*** Block opens ***

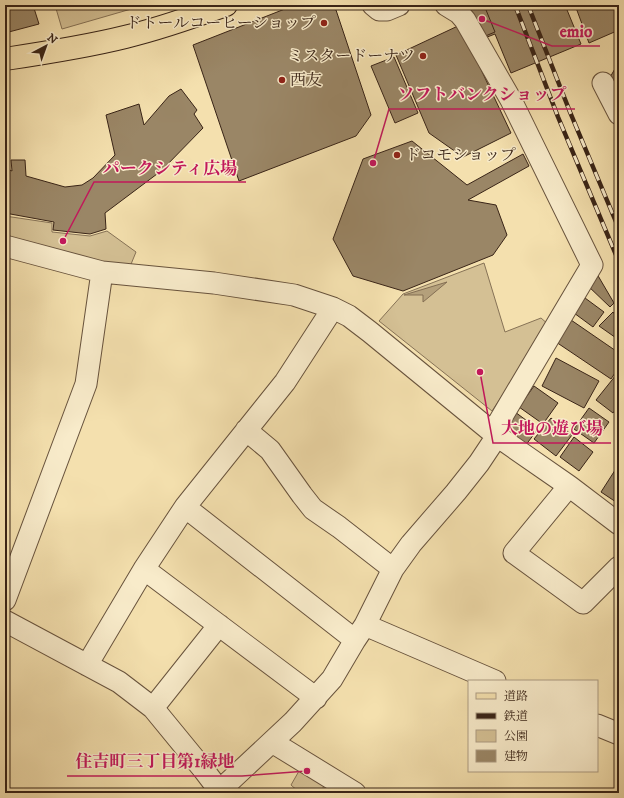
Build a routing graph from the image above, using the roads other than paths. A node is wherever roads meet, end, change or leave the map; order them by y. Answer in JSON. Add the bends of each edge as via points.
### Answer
{"nodes":[{"id":1,"x":226,"y":5,"type":"edge"},
{"id":2,"x":373,"y":5,"type":"edge"},
{"id":3,"x":399,"y":5,"type":"edge"},
{"id":4,"x":446,"y":5,"type":"edge"},
{"id":5,"x":5,"y":58,"type":"edge"},
{"id":6,"x":603,"y":83,"type":"dead end"},
{"id":7,"x":619,"y":114,"type":"edge"},
{"id":8,"x":5,"y":246,"type":"edge"},
{"id":9,"x":102,"y":272,"type":"junction"},
{"id":10,"x":333,"y":308,"type":"junction"},
{"id":11,"x":246,"y":430,"type":"junction"},
{"id":12,"x":497,"y":436,"type":"junction"},
{"id":13,"x":569,"y":486,"type":"junction"},
{"id":14,"x":185,"y":507,"type":"junction"},
{"id":15,"x":619,"y":524,"type":"edge"},
{"id":16,"x":619,"y":567,"type":"edge"},
{"id":17,"x":144,"y":569,"type":"junction"},
{"id":18,"x":393,"y":569,"type":"junction"},
{"id":19,"x":5,"y":600,"type":"edge"},
{"id":20,"x":5,"y":621,"type":"edge"},
{"id":21,"x":219,"y":625,"type":"junction"},
{"id":22,"x":360,"y":632,"type":"junction"},
{"id":23,"x":87,"y":665,"type":"junction"},
{"id":24,"x":492,"y":680,"type":"edge"},
{"id":25,"x":316,"y":698,"type":"junction"},
{"id":26,"x":153,"y":708,"type":"junction"},
{"id":27,"x":598,"y":725,"type":"edge"},
{"id":28,"x":619,"y":734,"type":"edge"},
{"id":29,"x":272,"y":742,"type":"junction"},
{"id":30,"x":219,"y":792,"type":"edge"},
{"id":31,"x":355,"y":793,"type":"edge"}],
"edges":[{"from":1,"to":5,"type":"main road","via":[[126,37]]},
{"from":2,"to":3,"type":"street","via":[[379,10],[387,10]]},
{"from":4,"to":12,"type":"street","via":[[465,20],[511,100],[592,265],[497,425]]},
{"from":6,"to":7,"type":"street"},
{"from":8,"to":9,"type":"street"},
{"from":9,"to":10,"type":"street","via":[[214,283],[294,295]]},
{"from":9,"to":19,"type":"street","via":[[86,384]]},
{"from":10,"to":11,"type":"street","via":[[285,382]]},
{"from":10,"to":12,"type":"street","via":[[370,332]]},
{"from":11,"to":14,"type":"street"},
{"from":11,"to":18,"type":"street","via":[[270,450],[313,509]]},
{"from":12,"to":13,"type":"street"},
{"from":12,"to":18,"type":"street","via":[[479,463]]},
{"from":13,"to":15,"type":"street"},
{"from":13,"to":16,"type":"street","via":[[514,553],[583,602]]},
{"from":14,"to":17,"type":"street"},
{"from":14,"to":22,"type":"street"},
{"from":17,"to":21,"type":"street"},
{"from":17,"to":23,"type":"street"},
{"from":18,"to":22,"type":"street"},
{"from":20,"to":23,"type":"street"},
{"from":21,"to":25,"type":"street"},
{"from":21,"to":26,"type":"street"},
{"from":22,"to":24,"type":"street"},
{"from":22,"to":25,"type":"street","via":[[332,680]]},
{"from":23,"to":26,"type":"street","via":[[119,682]]},
{"from":25,"to":29,"type":"street"},
{"from":26,"to":30,"type":"street"},
{"from":27,"to":28,"type":"street"},
{"from":29,"to":30,"type":"street"},
{"from":29,"to":31,"type":"street"}]}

*** Block closes ***

What the task requires
This task asks for the number of lines above that include the string "Answer". Respond with that number only.

Problem solution
2